══ AVAILABLE DATA ══
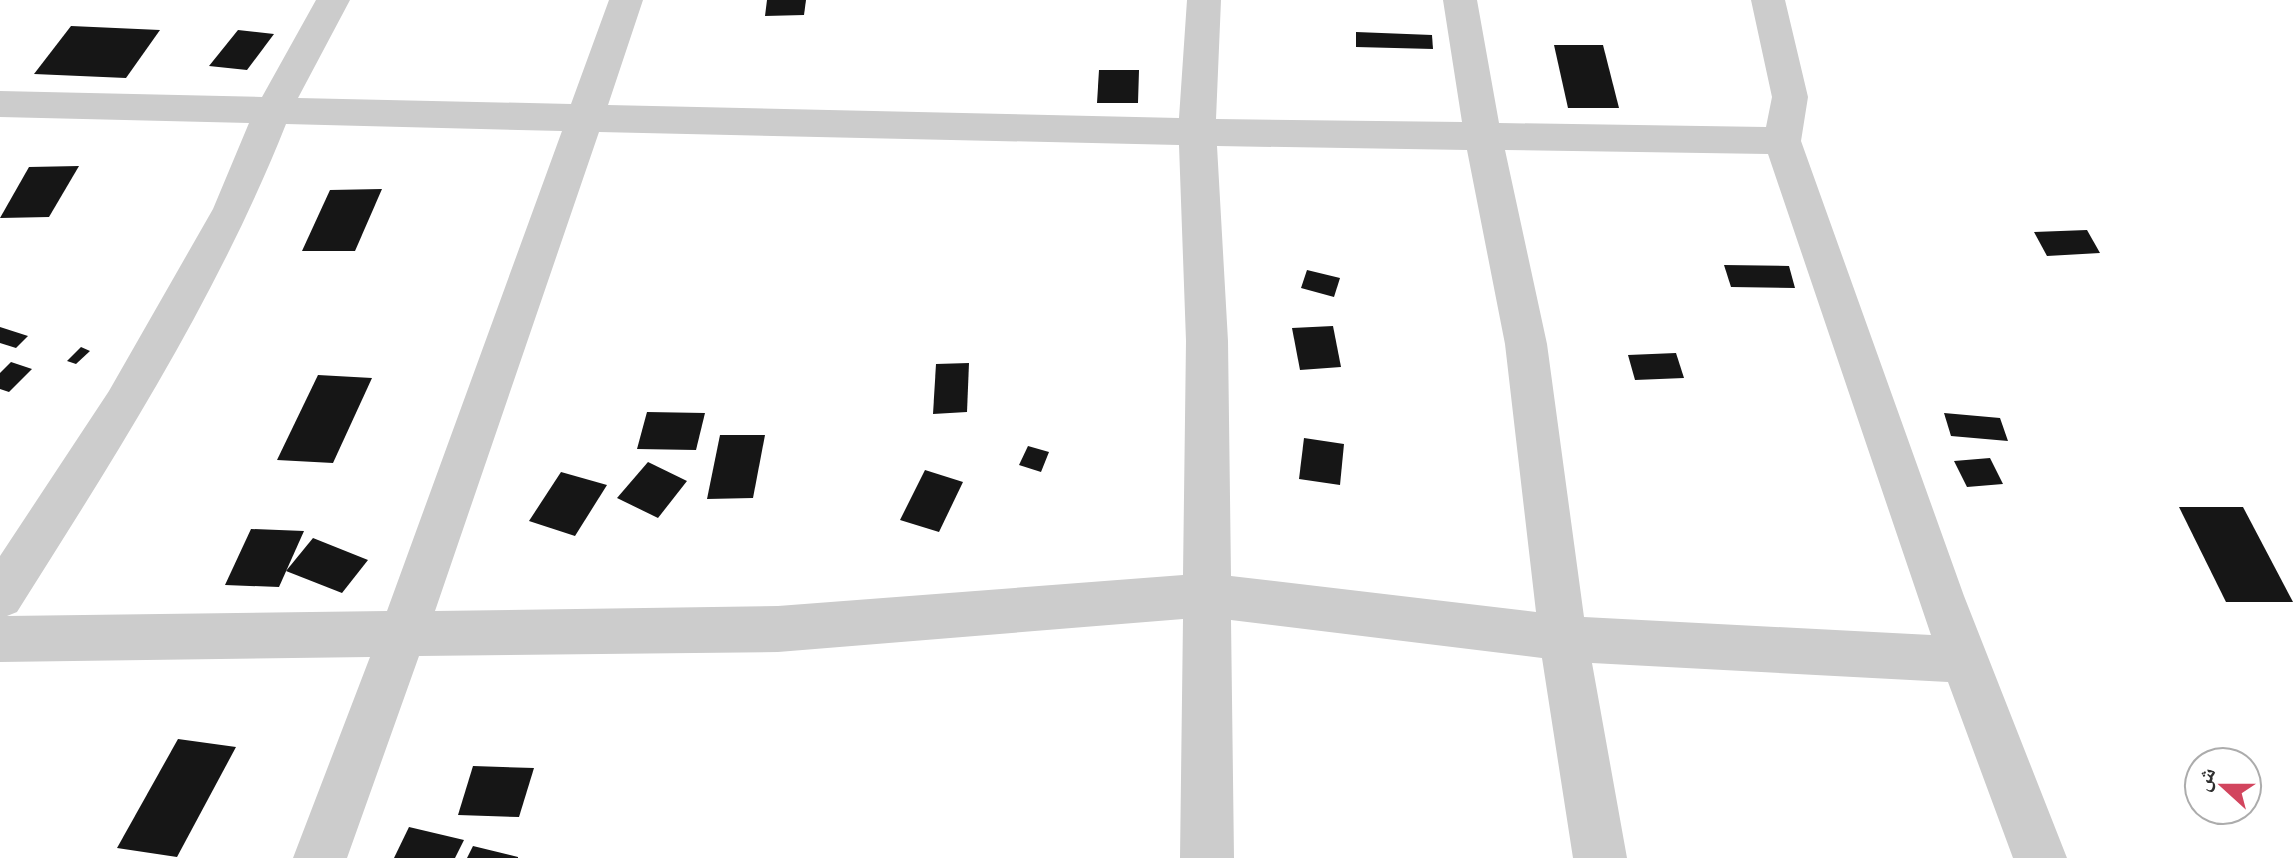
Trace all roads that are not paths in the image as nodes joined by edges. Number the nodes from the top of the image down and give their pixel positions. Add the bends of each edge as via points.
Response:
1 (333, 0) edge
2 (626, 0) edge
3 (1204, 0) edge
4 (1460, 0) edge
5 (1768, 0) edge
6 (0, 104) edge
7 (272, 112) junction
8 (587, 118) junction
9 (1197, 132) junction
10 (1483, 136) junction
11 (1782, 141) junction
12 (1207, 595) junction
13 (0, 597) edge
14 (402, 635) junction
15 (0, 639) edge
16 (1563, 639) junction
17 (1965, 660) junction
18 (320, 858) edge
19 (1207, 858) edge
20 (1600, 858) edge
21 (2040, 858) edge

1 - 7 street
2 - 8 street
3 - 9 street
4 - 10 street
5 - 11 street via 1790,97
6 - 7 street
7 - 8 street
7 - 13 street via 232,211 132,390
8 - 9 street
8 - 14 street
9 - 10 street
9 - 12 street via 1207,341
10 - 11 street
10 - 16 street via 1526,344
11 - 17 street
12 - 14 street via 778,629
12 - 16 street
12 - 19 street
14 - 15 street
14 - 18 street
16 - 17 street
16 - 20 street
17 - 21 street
═══
_YOUR TASK_:
Print the full listing above exactly. Pictures stay out of the copy.

_RESULT_:
Trace all roads that are not paths in the image as nodes joined by edges. Number the nodes from the top of the image down and give their pixel positions. Add the bends of each edge as via points.
Response:
1 (333, 0) edge
2 (626, 0) edge
3 (1204, 0) edge
4 (1460, 0) edge
5 (1768, 0) edge
6 (0, 104) edge
7 (272, 112) junction
8 (587, 118) junction
9 (1197, 132) junction
10 (1483, 136) junction
11 (1782, 141) junction
12 (1207, 595) junction
13 (0, 597) edge
14 (402, 635) junction
15 (0, 639) edge
16 (1563, 639) junction
17 (1965, 660) junction
18 (320, 858) edge
19 (1207, 858) edge
20 (1600, 858) edge
21 (2040, 858) edge

1 - 7 street
2 - 8 street
3 - 9 street
4 - 10 street
5 - 11 street via 1790,97
6 - 7 street
7 - 8 street
7 - 13 street via 232,211 132,390
8 - 9 street
8 - 14 street
9 - 10 street
9 - 12 street via 1207,341
10 - 11 street
10 - 16 street via 1526,344
11 - 17 street
12 - 14 street via 778,629
12 - 16 street
12 - 19 street
14 - 15 street
14 - 18 street
16 - 17 street
16 - 20 street
17 - 21 street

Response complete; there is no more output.